Mining baron Anil Agarwal-led Vedanta Resources, which owns 50.1 per cent of Mumbai-listed Vedanta, has sought shareholders nod for the takeover of Electrosteel Steels for a total consideration of Rs 53.20 billion.
In a notice calling for a shareholders meeting on May 18 for the approval of the acquisition, London-listed Vedanta Resources said the Kolkata Bench of the National Company Law Tribunal (NCLT) had on April 17 approved bid of its unit, Vedanta for takeover of Electrosteel, which was auctioned to recover Rs 141.77 billion of unpaid loans of banks.
The National Company Law Appellate Tribunal (NCLAT), however, had on May 1 directed status quo after Renaissance Steel challenged its takeover bid for Electrosteel being rejected by the Committee of Creditors (CoC).
Company officials said the shareholder approval and the legal challenge are two separate things which can go parallelly. In the shareholder’s notice, Vedanta Resources Chairman Anil Agarwal said as per the resolution plan, Vedanta Star, a wholly-owned subsidiary of Vedanta, will take 90 per cent stake in Electrosteel for Rs 18.05 billion and provide additional funds of Rs 35.15 billion to the firm by way of debt.
Of the total outstanding of Rs 141.77 billion, ‘unsustainable debt’ of Rs 76.18 billion would be converted into equity shares. After that Electrosteel’s share capital will undergo a share capital reduction. Following this, Vedanta Star will subscribe for new shares of the company for Rs 18.05 billion and also lend to it Rs 35.15 billion.
This would give Vedanta Star 90 per cent stake in Electrosteel. Of the remaining 10 per cent, 7.6 per cent would be owned by the lenders and 2.4 per cent of the original shareholders of the company.
Agarwal said the acquisition will provide the foundations for Vedanta to vertically integrate steel manufacturing capabilities which has the potential to generate significant efficiencies and improve the margins of the group’s iron ore business. “The group has spent time evaluating the steel industry, both globally and in India, and considers now to be an optimal time to expand the group’s capabilities through the entry into this attractive market,” he said in the note to shareholders.
Electrosteel acquisition would complement the Group’s existing iron ore business, which comprises mining operations in Karnataka and Goa and a pig iron plant in Goa.
“Vertical integration through acquiring steel manufacturing capabilities has the potential to generate significant efficiencies,” he said.

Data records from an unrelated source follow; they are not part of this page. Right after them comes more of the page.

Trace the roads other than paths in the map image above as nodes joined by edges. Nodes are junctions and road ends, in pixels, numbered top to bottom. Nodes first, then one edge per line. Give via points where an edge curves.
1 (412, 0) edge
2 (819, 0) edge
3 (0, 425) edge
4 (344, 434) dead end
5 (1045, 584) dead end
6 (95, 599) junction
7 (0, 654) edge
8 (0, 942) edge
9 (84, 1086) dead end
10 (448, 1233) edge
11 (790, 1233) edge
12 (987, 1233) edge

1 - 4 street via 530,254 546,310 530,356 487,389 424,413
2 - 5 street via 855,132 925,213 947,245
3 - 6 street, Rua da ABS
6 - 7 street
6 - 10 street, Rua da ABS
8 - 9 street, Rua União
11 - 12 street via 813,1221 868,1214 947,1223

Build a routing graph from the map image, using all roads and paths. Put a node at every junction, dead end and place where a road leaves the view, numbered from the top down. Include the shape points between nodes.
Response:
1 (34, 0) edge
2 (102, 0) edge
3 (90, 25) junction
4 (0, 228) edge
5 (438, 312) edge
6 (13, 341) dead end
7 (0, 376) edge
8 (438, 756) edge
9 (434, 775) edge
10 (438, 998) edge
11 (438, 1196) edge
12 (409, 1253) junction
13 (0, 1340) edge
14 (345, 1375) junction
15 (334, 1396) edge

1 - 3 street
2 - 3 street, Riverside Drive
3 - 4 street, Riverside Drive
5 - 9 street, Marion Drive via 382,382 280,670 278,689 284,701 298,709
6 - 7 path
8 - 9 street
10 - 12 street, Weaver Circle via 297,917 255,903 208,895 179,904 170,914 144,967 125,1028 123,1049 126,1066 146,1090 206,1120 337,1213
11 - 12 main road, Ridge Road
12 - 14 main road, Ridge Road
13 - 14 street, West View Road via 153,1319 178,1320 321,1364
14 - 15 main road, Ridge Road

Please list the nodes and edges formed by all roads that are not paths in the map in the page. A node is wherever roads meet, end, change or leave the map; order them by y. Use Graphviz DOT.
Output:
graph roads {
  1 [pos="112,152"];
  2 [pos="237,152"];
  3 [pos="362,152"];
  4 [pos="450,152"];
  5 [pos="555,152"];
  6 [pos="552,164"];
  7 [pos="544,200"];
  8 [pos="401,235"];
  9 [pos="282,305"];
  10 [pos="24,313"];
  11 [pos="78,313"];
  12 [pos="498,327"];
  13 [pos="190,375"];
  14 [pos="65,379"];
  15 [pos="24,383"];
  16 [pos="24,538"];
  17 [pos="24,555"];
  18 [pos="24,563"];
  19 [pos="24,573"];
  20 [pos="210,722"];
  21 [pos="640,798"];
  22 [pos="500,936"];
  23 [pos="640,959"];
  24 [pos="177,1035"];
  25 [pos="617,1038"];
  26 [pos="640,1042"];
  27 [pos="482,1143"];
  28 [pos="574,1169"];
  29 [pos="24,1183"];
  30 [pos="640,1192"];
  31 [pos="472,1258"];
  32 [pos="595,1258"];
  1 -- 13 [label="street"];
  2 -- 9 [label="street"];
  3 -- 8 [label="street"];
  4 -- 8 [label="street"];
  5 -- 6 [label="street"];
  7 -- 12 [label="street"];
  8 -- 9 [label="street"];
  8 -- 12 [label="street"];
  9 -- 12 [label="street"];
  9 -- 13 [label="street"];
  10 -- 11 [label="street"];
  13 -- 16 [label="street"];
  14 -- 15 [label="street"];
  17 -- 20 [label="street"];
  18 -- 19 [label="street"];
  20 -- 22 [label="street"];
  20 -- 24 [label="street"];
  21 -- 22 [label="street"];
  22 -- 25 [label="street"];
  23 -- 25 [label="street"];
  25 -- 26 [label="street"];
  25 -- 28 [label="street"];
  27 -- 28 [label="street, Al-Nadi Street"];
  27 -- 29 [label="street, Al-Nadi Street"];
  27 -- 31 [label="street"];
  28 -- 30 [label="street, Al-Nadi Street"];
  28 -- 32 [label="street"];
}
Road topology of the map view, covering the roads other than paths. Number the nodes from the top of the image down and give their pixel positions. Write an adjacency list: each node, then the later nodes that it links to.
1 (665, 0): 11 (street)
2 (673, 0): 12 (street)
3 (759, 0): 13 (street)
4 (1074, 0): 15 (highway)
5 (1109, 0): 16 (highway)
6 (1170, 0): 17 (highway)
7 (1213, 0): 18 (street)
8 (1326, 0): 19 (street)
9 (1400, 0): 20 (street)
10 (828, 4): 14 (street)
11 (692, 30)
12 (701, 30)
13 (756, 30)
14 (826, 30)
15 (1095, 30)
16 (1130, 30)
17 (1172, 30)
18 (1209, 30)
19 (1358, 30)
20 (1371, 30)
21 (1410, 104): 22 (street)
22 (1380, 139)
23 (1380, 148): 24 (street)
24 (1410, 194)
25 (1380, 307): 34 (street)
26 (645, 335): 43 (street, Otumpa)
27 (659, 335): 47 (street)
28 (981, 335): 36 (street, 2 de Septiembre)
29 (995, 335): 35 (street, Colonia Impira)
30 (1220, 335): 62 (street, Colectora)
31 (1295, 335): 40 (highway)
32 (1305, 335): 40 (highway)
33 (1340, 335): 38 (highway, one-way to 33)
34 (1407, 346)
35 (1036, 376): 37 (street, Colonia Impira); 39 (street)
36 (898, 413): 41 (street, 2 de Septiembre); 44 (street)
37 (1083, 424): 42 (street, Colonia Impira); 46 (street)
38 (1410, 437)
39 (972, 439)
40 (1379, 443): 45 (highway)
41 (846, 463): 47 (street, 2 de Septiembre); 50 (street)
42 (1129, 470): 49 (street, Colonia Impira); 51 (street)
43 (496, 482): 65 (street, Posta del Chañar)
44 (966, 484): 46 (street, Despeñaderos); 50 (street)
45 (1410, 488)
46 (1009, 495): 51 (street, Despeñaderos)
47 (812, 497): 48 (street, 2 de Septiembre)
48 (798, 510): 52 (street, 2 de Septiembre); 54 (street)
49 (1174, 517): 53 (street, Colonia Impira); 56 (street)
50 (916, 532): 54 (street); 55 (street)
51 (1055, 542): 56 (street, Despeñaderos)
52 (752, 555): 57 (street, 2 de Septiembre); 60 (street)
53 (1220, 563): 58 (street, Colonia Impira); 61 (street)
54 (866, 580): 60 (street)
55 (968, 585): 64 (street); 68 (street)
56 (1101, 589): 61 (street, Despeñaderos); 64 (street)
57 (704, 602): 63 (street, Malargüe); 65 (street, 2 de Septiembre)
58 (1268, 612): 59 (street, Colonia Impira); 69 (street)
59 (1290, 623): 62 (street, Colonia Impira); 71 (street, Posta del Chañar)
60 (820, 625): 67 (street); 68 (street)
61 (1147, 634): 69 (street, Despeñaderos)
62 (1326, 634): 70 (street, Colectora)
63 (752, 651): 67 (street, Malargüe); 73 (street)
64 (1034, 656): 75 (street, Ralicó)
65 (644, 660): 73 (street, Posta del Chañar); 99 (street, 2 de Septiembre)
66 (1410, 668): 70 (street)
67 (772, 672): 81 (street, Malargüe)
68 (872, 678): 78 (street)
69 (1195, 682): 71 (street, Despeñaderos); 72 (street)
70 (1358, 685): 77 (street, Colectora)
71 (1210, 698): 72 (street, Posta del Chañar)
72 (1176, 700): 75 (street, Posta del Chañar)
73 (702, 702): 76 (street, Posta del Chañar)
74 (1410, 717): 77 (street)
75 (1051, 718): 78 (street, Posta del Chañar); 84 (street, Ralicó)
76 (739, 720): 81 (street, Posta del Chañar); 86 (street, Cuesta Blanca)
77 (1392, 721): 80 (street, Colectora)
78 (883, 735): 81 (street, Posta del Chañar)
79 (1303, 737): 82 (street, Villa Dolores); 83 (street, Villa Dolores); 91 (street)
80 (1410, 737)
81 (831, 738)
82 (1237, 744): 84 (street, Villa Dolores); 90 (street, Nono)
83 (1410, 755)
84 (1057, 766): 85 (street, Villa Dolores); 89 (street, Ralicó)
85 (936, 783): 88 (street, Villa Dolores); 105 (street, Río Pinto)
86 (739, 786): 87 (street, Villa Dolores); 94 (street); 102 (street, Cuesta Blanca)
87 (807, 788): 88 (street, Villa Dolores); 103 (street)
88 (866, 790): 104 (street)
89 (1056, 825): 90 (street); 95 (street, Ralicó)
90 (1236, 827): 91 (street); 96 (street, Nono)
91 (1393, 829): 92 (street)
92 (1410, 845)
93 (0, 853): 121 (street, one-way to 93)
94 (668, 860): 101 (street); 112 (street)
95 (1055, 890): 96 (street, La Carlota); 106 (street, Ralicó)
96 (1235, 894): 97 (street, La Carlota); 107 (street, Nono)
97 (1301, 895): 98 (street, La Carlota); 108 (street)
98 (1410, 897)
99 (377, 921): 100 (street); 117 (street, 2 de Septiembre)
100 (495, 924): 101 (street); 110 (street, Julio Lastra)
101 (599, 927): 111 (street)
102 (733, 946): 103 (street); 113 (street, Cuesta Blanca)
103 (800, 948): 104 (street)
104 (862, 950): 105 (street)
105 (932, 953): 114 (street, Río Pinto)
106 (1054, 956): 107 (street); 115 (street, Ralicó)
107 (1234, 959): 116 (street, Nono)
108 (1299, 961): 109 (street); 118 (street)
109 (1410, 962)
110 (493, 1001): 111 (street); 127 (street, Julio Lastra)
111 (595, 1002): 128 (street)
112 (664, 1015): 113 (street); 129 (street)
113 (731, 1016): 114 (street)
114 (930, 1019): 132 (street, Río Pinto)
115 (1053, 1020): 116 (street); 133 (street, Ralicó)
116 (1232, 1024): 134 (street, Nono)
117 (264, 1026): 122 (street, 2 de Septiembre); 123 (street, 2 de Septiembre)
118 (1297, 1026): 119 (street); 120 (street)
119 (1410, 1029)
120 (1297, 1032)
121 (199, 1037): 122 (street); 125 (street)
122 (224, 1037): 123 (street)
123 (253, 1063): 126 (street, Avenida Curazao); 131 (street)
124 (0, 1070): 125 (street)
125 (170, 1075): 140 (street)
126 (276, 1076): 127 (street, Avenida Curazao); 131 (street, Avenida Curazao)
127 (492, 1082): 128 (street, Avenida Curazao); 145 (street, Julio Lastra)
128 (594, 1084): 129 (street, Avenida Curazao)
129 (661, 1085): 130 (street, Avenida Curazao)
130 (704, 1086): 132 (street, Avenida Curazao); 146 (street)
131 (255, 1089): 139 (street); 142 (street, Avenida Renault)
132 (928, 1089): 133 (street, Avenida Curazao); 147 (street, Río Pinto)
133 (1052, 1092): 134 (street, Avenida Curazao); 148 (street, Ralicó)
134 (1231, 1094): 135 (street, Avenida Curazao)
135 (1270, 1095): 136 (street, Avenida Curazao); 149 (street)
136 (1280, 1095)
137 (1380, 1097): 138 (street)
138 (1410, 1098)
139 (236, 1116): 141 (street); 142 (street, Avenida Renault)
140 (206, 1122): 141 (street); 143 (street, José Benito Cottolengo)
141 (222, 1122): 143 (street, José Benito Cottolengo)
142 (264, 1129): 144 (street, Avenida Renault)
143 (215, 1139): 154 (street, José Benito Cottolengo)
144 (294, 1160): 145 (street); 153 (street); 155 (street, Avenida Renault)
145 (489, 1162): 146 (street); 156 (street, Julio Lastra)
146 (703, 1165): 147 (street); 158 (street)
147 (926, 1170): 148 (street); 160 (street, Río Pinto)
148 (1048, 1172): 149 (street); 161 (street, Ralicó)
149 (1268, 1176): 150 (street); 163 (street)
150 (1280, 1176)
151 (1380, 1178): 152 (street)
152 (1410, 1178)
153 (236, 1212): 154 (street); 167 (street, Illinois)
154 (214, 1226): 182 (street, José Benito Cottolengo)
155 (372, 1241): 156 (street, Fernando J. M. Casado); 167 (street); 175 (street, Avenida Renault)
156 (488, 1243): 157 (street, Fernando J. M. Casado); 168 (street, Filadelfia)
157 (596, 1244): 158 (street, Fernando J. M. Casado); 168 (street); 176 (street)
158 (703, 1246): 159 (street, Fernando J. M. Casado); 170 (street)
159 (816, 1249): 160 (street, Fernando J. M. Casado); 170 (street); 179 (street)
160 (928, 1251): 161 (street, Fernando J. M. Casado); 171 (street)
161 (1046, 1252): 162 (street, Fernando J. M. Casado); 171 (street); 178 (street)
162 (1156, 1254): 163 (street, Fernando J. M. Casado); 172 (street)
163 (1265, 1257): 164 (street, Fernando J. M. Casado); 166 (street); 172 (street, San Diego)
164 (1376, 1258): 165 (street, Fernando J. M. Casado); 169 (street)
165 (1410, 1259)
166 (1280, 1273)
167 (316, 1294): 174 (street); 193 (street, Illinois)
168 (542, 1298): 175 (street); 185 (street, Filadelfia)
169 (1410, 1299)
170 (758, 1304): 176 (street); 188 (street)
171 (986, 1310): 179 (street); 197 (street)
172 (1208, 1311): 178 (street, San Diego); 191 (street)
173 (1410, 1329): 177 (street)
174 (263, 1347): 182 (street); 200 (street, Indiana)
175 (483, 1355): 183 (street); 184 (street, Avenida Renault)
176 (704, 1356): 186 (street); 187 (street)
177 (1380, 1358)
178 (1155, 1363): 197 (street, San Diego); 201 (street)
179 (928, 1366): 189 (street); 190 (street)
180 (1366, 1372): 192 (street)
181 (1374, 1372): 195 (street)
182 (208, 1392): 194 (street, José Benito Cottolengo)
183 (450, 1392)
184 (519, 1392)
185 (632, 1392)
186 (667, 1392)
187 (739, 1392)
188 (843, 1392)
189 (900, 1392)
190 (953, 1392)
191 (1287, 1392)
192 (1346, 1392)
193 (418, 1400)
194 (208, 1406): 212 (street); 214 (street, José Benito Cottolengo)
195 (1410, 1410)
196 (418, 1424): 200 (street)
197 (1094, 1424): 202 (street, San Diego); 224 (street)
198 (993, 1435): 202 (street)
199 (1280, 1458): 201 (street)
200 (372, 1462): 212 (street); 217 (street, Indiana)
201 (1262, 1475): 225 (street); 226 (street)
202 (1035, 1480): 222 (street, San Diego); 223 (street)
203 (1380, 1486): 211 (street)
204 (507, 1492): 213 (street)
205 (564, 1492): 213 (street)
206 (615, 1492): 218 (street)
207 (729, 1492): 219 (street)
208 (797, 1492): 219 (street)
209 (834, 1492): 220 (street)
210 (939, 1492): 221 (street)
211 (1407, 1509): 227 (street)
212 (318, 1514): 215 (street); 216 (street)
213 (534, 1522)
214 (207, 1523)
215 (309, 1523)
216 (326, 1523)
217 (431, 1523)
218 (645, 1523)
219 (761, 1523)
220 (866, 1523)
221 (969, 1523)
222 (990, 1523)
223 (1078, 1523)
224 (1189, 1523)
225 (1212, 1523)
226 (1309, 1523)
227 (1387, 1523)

Also, it will provide Vedanta with a stronger bidding position for future acquisitions. “Many bidding processes in India are conditional on the bidder’s existing capabilities complementing the asset that is the subject of the bid. The (Electrosteel) plant will complement other assets in the steel manufacturing industry that the group may wish to acquire in the future,” he added.
Electrosteel was incorporated in Ranchi, Jharkhand as a public company on December 20, 2006 and has been listed on the BSE and NSE since October 2010. It operates a steel manufacturing facility near Bokaro, Jharkhand. The plant has a capacity to produce 1.5 million tonnes per annum of steel, which is expandable to 2.5 million tonnes in future.
The firm was referred for bankruptcy resolution after it was unable to pay the debt due to a downturn in the global steel industry.
Electrosteel had posted a loss of Rs 14.63 billion on total revenue of Rs 28.76 billion in the fiscal year ended March 31, 2017. In the first nine months of 2017-18 fiscal year, it reported a loss of Rs 8.66 billion on total income of Rs 24.40 billion.
“Subject to completion of the acquisition, Vedanta Limited may contribute towards the working capital and capital expenditure requirements of Electrosteel," Agarwal said. "Development plans are also being considered to increase the capacity of the plant up to 2.5 million tonnes, establish a railway siding for the transportation of materials and invest in information technology automation, environmental compliance, administration and other related infrastructure developments." He said the Vedanta board considers the acquisition to be in the best interests of shareholders as a whole.